In the class on Big Data Analytics and Introduction, Dr. Yihuang Kang shared his insight into data scientists: “The Harvard Business Review says that data scientists are the sexiest profession in the world. However, according to statistics, there are fewer and fewer data scientists abroad.” This is because more and more platforms, such as Google and AWS, are providing automated, modular systems that can automate modeling. The teacher expressed his hope that students could learn how to carry out data analysis from his course instead of using tools. The class touched on many concepts of statistics, data analysis, and programming that are considered advanced in the micro-programs, as well as social media analytics.
The final session of the event was a presentation by Prof. Chou-Wen Wang on financial technology and financial services. Students were required to take the basic courses shared above, in order to gain the ability to write programs and think in terms of data analysis, and then make practical contact with the industry through the class. This semester, they were working with Taishin Bank and O-Bank. One of the interesting aspects mentioned by Prof. Wang was that the CEO of O-Bank suggested that students should come up with a list of potential customers, and the company would actually draw up a strategy based on this list. The assessment at the end of the semester received positive feedback from O-Bank. This experience not only allowed the students to participate in the problem-solving process but also increased the interaction between industry and academia.

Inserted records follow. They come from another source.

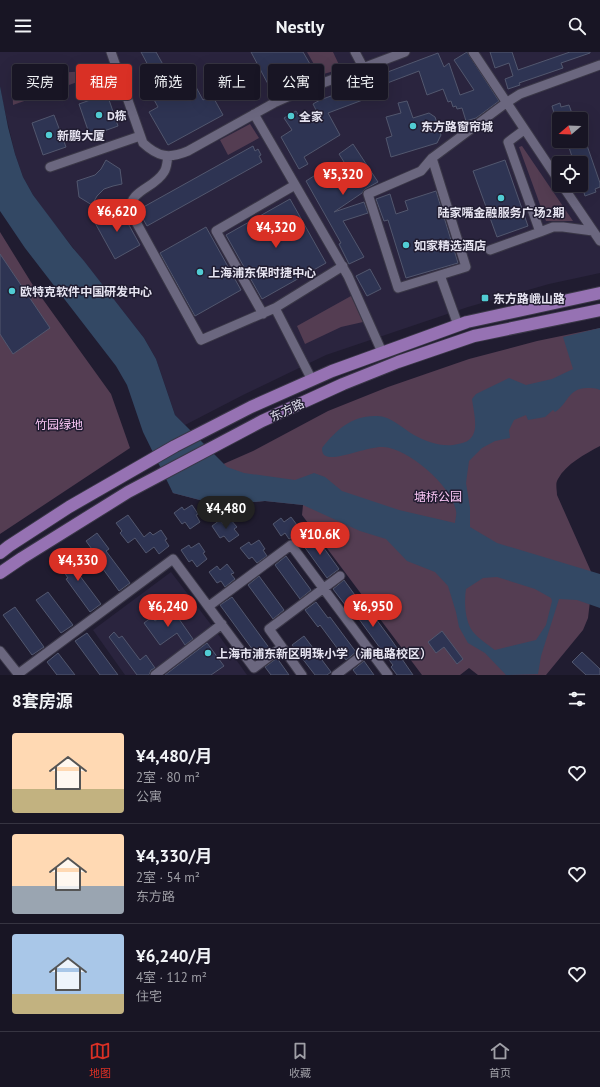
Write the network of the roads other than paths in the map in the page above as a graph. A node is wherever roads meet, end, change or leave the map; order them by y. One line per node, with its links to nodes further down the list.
1 (112, 52): 12 (street)
2 (355, 52): 5 (street)
3 (404, 52): 6 (street)
4 (473, 52): 9 (street)
5 (361, 64)
6 (371, 64)
7 (600, 65): 9 (street)
8 (332, 79): 10 (street)
9 (506, 103): 11 (street); 14 (street)
10 (254, 114): 13 (street); 17 (street)
11 (524, 130): 16 (street); 20 (street)
12 (140, 136): 13 (street); 15 (street)
13 (168, 156): 28 (street)
14 (432, 158): 24 (street); 24 (street)
15 (50, 166)
16 (552, 171)
17 (295, 184): 23 (street); 28 (street)
18 (567, 192): 19 (street)
19 (593, 231): 20 (street); 21 (street)
20 (540, 232): 22 (street)
21 (600, 241)
22 (490, 250)
23 (343, 266): 26 (street); 30 (street)
24 (440, 275): 29 (street)
25 (600, 293): 29 (main road, 东方路)
26 (275, 308): 28 (street); 31 (street)
27 (600, 310): 33 (main road, 东方路)
28 (262, 314)
29 (458, 325): 30 (main road, 东方路)
30 (382, 352): 31 (main road, 东方路)
31 (312, 380): 32 (main road, 东方路)
32 (0, 553)
33 (0, 573)
34 (340, 576): 35 (street)
35 (323, 589): 36 (street); 38 (street); 39 (street)
36 (209, 606): 37 (street); 42 (street)
37 (222, 624): 41 (street); 43 (street)
38 (282, 647): 41 (street); 44 (street)
39 (369, 650): 45 (street); 46 (street)
40 (0, 652): 42 (street)
41 (257, 671)
42 (19, 674)
43 (155, 675)
44 (302, 675)
45 (336, 675)
46 (388, 675)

Mr. Kuo-chang Fu, Secretary General of the Chinese Institute of Business Education Development (CIBED), said that after looking at international trends, many business schools are combining information and marketing in their courses, and the College has a complete system in this area. Therefore, through the linkage of the Vital Wellspring Group, he hoped to create an alliance with schools with expertise in various fields, combine each other’s fields of expertise to develop an education system for business data analytics, and provide a better quality learning environment for students.